Studio album by Family
- Released: 29 October 1971
- Recorded: 1971
- Studios: Olympic Studios, London
- Genres: Progressive rock, psychedelic rock
- Length: 38:06
- Labels: Reprise (UK), United Artists (US)
- Producers: Family, George Chkiantz

Family chronology
| Old Songs New Songs (1971) | Fearless (1971) | Bandstand (1972) |

= Fearless (Family album) =

Fearless is the fifth album by the British progressive rock band Family, which was released on 29 October 1971, on Reprise Records in the UK and United Artists Records in the US. It is known for its innovative cover design by John Kosh, using layered-page album headshots of the band's members melding into a single blur.

Professional ratings
Review scores
| Source | Rating |
| AllMusic | Star Half star |
| Christgau's Record Guide | B |
| Encyclopedia of Popular Music | Star |
| Hi-Fi News & Record Review | A:1/2 |
| Uncut | Star |

==Background==
After completing their second US tour in mid 1971, John Weider left the band and was replaced by John Wetton on bass and vocals. The band's direction was notably changed with Wetton bringing along his trademark propulsive performance style, as evidenced on the album opener "Between Blue and Me". After only a year and one more album, Wetton left to join the latest line-up of King Crimson and was replaced by Jim Cregan. Fearless was the first Family album to chart in the United States, reaching No. 177 on the Billboard 200 in March 1972, and staying on the charts for seven weeks.
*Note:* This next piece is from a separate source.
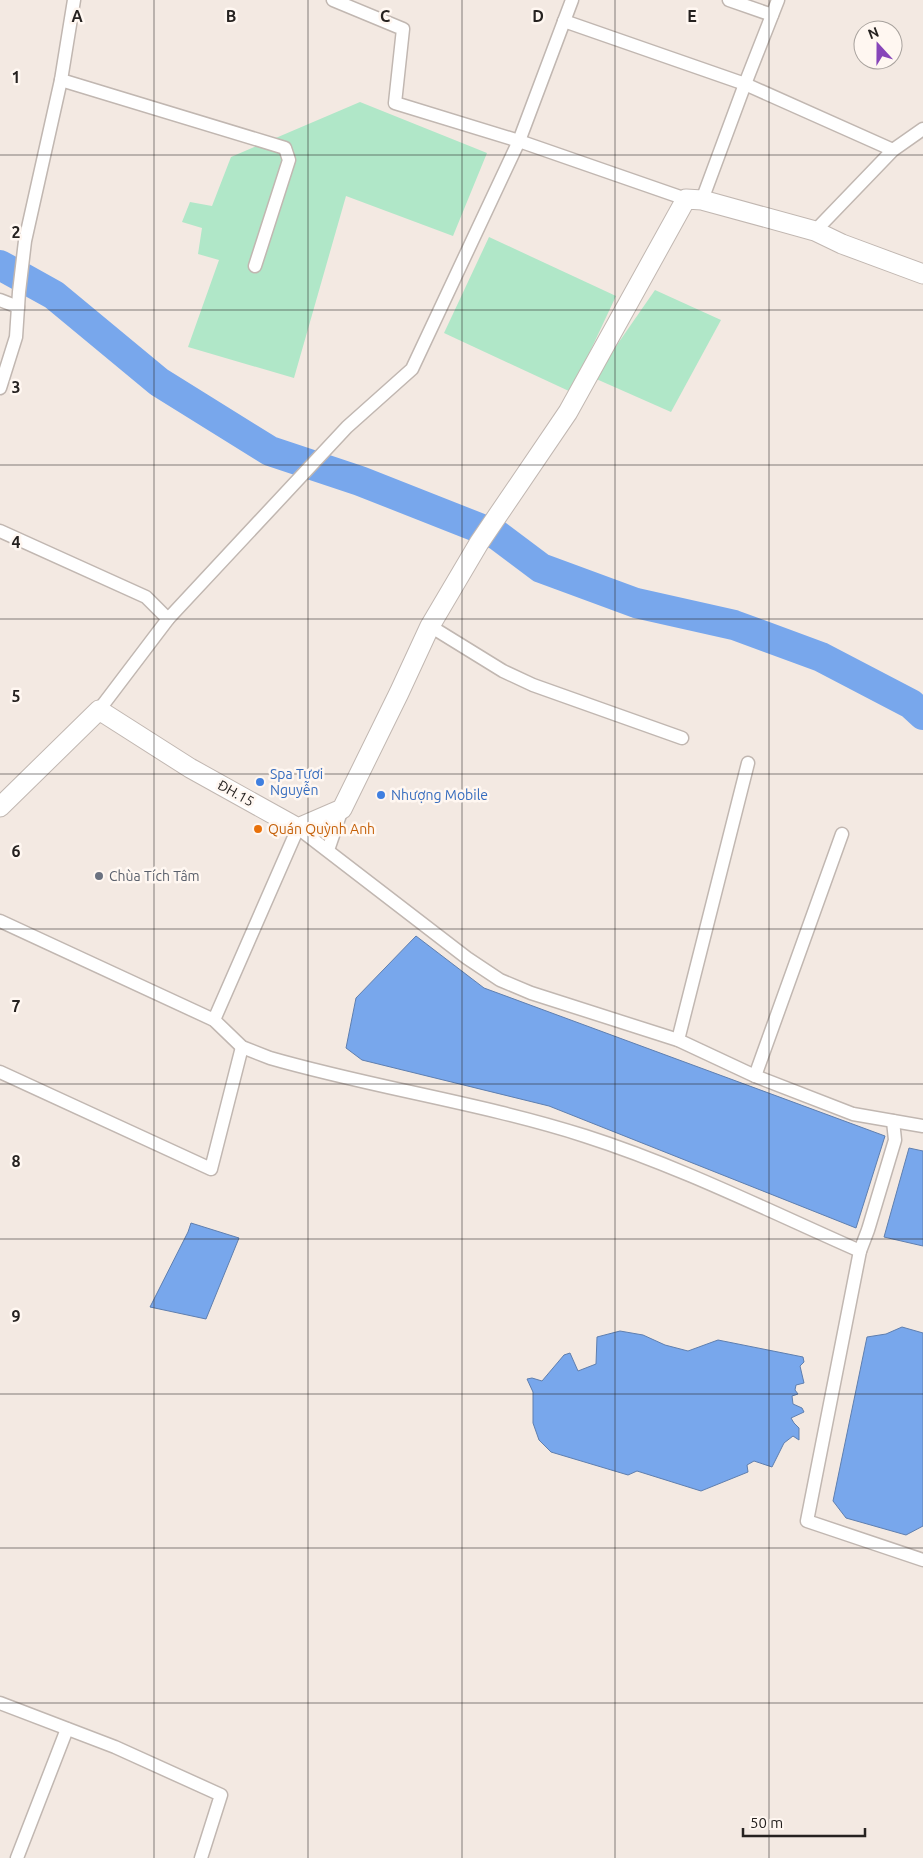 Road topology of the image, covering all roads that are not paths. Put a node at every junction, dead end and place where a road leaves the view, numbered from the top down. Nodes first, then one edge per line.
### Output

A three-disc expanded edition, was released in September 2023. It includes tracks drawn from the "In My Own Time" single, period BBC Radio sessions (Bob Harris, Top Gear) and a BBC Radio One In Concert performance recorded on 28 December 1970.

==Reception==
Writing in the US rock magazine Creem, reviewer Ed Ward, after admitting that he had not liked Family, called Fearless "a good, strong album, loaded with some of the most intense, high energy British rock and roll being made these days", but still rated it "not quite as good as Anyway" (which had not been released in the United States at that time). He dismissed tracks "Spanish Tide" and "Children" as "filler", but concluded that "what's left is fine indeed".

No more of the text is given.